**WHAT TO DO**
A full, exact copy of the records below is the required answer.

[Saved data entries]
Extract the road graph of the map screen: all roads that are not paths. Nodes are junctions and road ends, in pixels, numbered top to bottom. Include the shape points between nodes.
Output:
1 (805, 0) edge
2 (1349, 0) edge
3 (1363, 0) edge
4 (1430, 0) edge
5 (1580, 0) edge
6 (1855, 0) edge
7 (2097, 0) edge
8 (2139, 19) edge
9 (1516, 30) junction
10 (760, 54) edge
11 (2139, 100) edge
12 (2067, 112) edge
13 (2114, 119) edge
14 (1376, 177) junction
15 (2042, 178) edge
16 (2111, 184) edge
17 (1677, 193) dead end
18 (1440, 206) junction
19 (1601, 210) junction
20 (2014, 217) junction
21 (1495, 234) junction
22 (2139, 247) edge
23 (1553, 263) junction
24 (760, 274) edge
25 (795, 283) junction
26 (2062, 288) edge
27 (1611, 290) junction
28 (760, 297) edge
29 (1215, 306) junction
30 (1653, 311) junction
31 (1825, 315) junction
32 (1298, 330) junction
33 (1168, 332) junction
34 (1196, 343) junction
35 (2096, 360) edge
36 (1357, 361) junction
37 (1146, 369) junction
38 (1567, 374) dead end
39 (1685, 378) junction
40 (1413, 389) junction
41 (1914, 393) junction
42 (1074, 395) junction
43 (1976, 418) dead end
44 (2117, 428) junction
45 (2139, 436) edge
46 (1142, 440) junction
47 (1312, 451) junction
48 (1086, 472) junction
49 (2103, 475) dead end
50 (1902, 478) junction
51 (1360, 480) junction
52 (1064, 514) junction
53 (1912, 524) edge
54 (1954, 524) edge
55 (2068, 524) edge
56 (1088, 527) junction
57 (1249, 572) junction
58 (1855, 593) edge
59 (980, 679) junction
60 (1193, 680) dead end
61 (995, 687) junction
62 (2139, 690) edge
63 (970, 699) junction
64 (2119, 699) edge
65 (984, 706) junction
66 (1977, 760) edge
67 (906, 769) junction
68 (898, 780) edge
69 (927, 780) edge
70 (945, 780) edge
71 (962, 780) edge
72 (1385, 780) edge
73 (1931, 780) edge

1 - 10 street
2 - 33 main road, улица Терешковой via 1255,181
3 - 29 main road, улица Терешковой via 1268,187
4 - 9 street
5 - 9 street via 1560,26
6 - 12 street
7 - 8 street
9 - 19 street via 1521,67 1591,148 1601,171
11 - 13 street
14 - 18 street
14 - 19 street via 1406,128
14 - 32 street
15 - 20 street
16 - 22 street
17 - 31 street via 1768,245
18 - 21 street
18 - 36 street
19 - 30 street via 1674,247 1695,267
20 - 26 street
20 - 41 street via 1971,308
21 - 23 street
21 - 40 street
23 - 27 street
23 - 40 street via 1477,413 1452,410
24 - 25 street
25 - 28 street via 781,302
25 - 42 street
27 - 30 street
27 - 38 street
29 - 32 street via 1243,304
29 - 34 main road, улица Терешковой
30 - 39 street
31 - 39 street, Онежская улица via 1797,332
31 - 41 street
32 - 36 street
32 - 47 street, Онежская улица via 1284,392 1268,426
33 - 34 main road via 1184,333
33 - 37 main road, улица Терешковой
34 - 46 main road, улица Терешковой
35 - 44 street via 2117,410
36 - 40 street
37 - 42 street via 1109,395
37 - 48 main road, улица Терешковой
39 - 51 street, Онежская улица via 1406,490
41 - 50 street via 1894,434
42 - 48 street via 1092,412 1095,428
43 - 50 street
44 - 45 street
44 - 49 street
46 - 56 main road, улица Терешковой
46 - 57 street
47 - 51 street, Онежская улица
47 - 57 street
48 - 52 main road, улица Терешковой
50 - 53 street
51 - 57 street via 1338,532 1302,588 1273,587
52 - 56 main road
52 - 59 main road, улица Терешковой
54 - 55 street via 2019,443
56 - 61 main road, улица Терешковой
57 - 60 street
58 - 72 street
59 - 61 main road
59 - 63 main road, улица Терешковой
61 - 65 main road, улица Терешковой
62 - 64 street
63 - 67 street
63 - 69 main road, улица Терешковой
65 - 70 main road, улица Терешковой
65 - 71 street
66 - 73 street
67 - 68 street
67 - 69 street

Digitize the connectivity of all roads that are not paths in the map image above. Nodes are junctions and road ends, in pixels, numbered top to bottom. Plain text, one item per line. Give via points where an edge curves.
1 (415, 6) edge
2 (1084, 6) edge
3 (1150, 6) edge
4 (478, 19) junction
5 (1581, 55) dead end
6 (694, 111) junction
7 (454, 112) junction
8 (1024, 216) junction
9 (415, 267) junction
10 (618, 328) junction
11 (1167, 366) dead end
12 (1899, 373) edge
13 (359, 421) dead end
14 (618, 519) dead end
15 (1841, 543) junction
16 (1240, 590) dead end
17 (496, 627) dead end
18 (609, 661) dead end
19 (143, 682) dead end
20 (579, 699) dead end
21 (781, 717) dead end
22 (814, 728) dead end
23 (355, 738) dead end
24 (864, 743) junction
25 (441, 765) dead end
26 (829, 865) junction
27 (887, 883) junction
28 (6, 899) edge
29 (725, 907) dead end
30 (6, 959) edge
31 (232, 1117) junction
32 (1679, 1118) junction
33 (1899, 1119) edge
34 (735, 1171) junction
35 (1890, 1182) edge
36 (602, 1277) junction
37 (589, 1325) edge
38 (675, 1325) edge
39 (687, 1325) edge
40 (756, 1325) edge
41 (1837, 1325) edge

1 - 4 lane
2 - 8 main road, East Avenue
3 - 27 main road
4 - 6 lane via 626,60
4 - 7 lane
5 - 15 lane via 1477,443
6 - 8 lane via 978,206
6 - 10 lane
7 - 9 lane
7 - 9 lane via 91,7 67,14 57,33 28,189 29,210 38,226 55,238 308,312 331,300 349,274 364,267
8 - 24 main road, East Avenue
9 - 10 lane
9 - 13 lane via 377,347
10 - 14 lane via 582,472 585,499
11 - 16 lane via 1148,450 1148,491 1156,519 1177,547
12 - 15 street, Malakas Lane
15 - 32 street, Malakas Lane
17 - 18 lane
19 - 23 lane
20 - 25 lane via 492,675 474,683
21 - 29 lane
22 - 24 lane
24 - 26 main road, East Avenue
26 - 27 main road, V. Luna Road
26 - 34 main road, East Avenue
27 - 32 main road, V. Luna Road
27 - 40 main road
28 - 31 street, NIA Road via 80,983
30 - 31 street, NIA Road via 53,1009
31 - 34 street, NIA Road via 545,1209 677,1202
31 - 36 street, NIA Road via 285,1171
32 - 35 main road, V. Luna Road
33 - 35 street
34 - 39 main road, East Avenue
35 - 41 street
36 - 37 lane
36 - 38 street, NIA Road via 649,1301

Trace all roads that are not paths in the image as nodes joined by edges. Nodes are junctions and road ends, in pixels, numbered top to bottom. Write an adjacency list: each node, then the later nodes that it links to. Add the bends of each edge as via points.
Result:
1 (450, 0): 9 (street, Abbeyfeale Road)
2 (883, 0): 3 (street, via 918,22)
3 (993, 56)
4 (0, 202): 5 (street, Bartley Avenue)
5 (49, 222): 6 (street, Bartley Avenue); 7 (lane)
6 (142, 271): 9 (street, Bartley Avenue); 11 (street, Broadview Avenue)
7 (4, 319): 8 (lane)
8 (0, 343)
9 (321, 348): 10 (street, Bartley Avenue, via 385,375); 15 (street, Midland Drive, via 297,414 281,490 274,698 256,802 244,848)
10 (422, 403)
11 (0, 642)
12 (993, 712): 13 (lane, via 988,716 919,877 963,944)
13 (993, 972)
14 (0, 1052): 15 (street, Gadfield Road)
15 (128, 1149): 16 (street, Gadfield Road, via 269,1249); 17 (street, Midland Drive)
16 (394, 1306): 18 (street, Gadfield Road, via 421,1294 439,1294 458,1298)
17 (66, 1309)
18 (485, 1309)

**FINISHED TASK**
Extract the road graph of the map screen: all roads that are not paths. Nodes are junctions and road ends, in pixels, numbered top to bottom. Include the shape points between nodes.
Output:
1 (805, 0) edge
2 (1349, 0) edge
3 (1363, 0) edge
4 (1430, 0) edge
5 (1580, 0) edge
6 (1855, 0) edge
7 (2097, 0) edge
8 (2139, 19) edge
9 (1516, 30) junction
10 (760, 54) edge
11 (2139, 100) edge
12 (2067, 112) edge
13 (2114, 119) edge
14 (1376, 177) junction
15 (2042, 178) edge
16 (2111, 184) edge
17 (1677, 193) dead end
18 (1440, 206) junction
19 (1601, 210) junction
20 (2014, 217) junction
21 (1495, 234) junction
22 (2139, 247) edge
23 (1553, 263) junction
24 (760, 274) edge
25 (795, 283) junction
26 (2062, 288) edge
27 (1611, 290) junction
28 (760, 297) edge
29 (1215, 306) junction
30 (1653, 311) junction
31 (1825, 315) junction
32 (1298, 330) junction
33 (1168, 332) junction
34 (1196, 343) junction
35 (2096, 360) edge
36 (1357, 361) junction
37 (1146, 369) junction
38 (1567, 374) dead end
39 (1685, 378) junction
40 (1413, 389) junction
41 (1914, 393) junction
42 (1074, 395) junction
43 (1976, 418) dead end
44 (2117, 428) junction
45 (2139, 436) edge
46 (1142, 440) junction
47 (1312, 451) junction
48 (1086, 472) junction
49 (2103, 475) dead end
50 (1902, 478) junction
51 (1360, 480) junction
52 (1064, 514) junction
53 (1912, 524) edge
54 (1954, 524) edge
55 (2068, 524) edge
56 (1088, 527) junction
57 (1249, 572) junction
58 (1855, 593) edge
59 (980, 679) junction
60 (1193, 680) dead end
61 (995, 687) junction
62 (2139, 690) edge
63 (970, 699) junction
64 (2119, 699) edge
65 (984, 706) junction
66 (1977, 760) edge
67 (906, 769) junction
68 (898, 780) edge
69 (927, 780) edge
70 (945, 780) edge
71 (962, 780) edge
72 (1385, 780) edge
73 (1931, 780) edge

1 - 10 street
2 - 33 main road, улица Терешковой via 1255,181
3 - 29 main road, улица Терешковой via 1268,187
4 - 9 street
5 - 9 street via 1560,26
6 - 12 street
7 - 8 street
9 - 19 street via 1521,67 1591,148 1601,171
11 - 13 street
14 - 18 street
14 - 19 street via 1406,128
14 - 32 street
15 - 20 street
16 - 22 street
17 - 31 street via 1768,245
18 - 21 street
18 - 36 street
19 - 30 street via 1674,247 1695,267
20 - 26 street
20 - 41 street via 1971,308
21 - 23 street
21 - 40 street
23 - 27 street
23 - 40 street via 1477,413 1452,410
24 - 25 street
25 - 28 street via 781,302
25 - 42 street
27 - 30 street
27 - 38 street
29 - 32 street via 1243,304
29 - 34 main road, улица Терешковой
30 - 39 street
31 - 39 street, Онежская улица via 1797,332
31 - 41 street
32 - 36 street
32 - 47 street, Онежская улица via 1284,392 1268,426
33 - 34 main road via 1184,333
33 - 37 main road, улица Терешковой
34 - 46 main road, улица Терешковой
35 - 44 street via 2117,410
36 - 40 street
37 - 42 street via 1109,395
37 - 48 main road, улица Терешковой
39 - 51 street, Онежская улица via 1406,490
41 - 50 street via 1894,434
42 - 48 street via 1092,412 1095,428
43 - 50 street
44 - 45 street
44 - 49 street
46 - 56 main road, улица Терешковой
46 - 57 street
47 - 51 street, Онежская улица
47 - 57 street
48 - 52 main road, улица Терешковой
50 - 53 street
51 - 57 street via 1338,532 1302,588 1273,587
52 - 56 main road
52 - 59 main road, улица Терешковой
54 - 55 street via 2019,443
56 - 61 main road, улица Терешковой
57 - 60 street
58 - 72 street
59 - 61 main road
59 - 63 main road, улица Терешковой
61 - 65 main road, улица Терешковой
62 - 64 street
63 - 67 street
63 - 69 main road, улица Терешковой
65 - 70 main road, улица Терешковой
65 - 71 street
66 - 73 street
67 - 68 street
67 - 69 street

Digitize the connectivity of all roads that are not paths in the map image above. Nodes are junctions and road ends, in pixels, numbered top to bottom. Plain text, one item per line. Give via points where an edge curves.
1 (415, 6) edge
2 (1084, 6) edge
3 (1150, 6) edge
4 (478, 19) junction
5 (1581, 55) dead end
6 (694, 111) junction
7 (454, 112) junction
8 (1024, 216) junction
9 (415, 267) junction
10 (618, 328) junction
11 (1167, 366) dead end
12 (1899, 373) edge
13 (359, 421) dead end
14 (618, 519) dead end
15 (1841, 543) junction
16 (1240, 590) dead end
17 (496, 627) dead end
18 (609, 661) dead end
19 (143, 682) dead end
20 (579, 699) dead end
21 (781, 717) dead end
22 (814, 728) dead end
23 (355, 738) dead end
24 (864, 743) junction
25 (441, 765) dead end
26 (829, 865) junction
27 (887, 883) junction
28 (6, 899) edge
29 (725, 907) dead end
30 (6, 959) edge
31 (232, 1117) junction
32 (1679, 1118) junction
33 (1899, 1119) edge
34 (735, 1171) junction
35 (1890, 1182) edge
36 (602, 1277) junction
37 (589, 1325) edge
38 (675, 1325) edge
39 (687, 1325) edge
40 (756, 1325) edge
41 (1837, 1325) edge

1 - 4 lane
2 - 8 main road, East Avenue
3 - 27 main road
4 - 6 lane via 626,60
4 - 7 lane
5 - 15 lane via 1477,443
6 - 8 lane via 978,206
6 - 10 lane
7 - 9 lane
7 - 9 lane via 91,7 67,14 57,33 28,189 29,210 38,226 55,238 308,312 331,300 349,274 364,267
8 - 24 main road, East Avenue
9 - 10 lane
9 - 13 lane via 377,347
10 - 14 lane via 582,472 585,499
11 - 16 lane via 1148,450 1148,491 1156,519 1177,547
12 - 15 street, Malakas Lane
15 - 32 street, Malakas Lane
17 - 18 lane
19 - 23 lane
20 - 25 lane via 492,675 474,683
21 - 29 lane
22 - 24 lane
24 - 26 main road, East Avenue
26 - 27 main road, V. Luna Road
26 - 34 main road, East Avenue
27 - 32 main road, V. Luna Road
27 - 40 main road
28 - 31 street, NIA Road via 80,983
30 - 31 street, NIA Road via 53,1009
31 - 34 street, NIA Road via 545,1209 677,1202
31 - 36 street, NIA Road via 285,1171
32 - 35 main road, V. Luna Road
33 - 35 street
34 - 39 main road, East Avenue
35 - 41 street
36 - 37 lane
36 - 38 street, NIA Road via 649,1301

Trace all roads that are not paths in the image as nodes joined by edges. Nodes are junctions and road ends, in pixels, numbered top to bottom. Write an adjacency list: each node, then the later nodes that it links to. Add the bends of each edge as via points.
Result:
1 (450, 0): 9 (street, Abbeyfeale Road)
2 (883, 0): 3 (street, via 918,22)
3 (993, 56)
4 (0, 202): 5 (street, Bartley Avenue)
5 (49, 222): 6 (street, Bartley Avenue); 7 (lane)
6 (142, 271): 9 (street, Bartley Avenue); 11 (street, Broadview Avenue)
7 (4, 319): 8 (lane)
8 (0, 343)
9 (321, 348): 10 (street, Bartley Avenue, via 385,375); 15 (street, Midland Drive, via 297,414 281,490 274,698 256,802 244,848)
10 (422, 403)
11 (0, 642)
12 (993, 712): 13 (lane, via 988,716 919,877 963,944)
13 (993, 972)
14 (0, 1052): 15 (street, Gadfield Road)
15 (128, 1149): 16 (street, Gadfield Road, via 269,1249); 17 (street, Midland Drive)
16 (394, 1306): 18 (street, Gadfield Road, via 421,1294 439,1294 458,1298)
17 (66, 1309)
18 (485, 1309)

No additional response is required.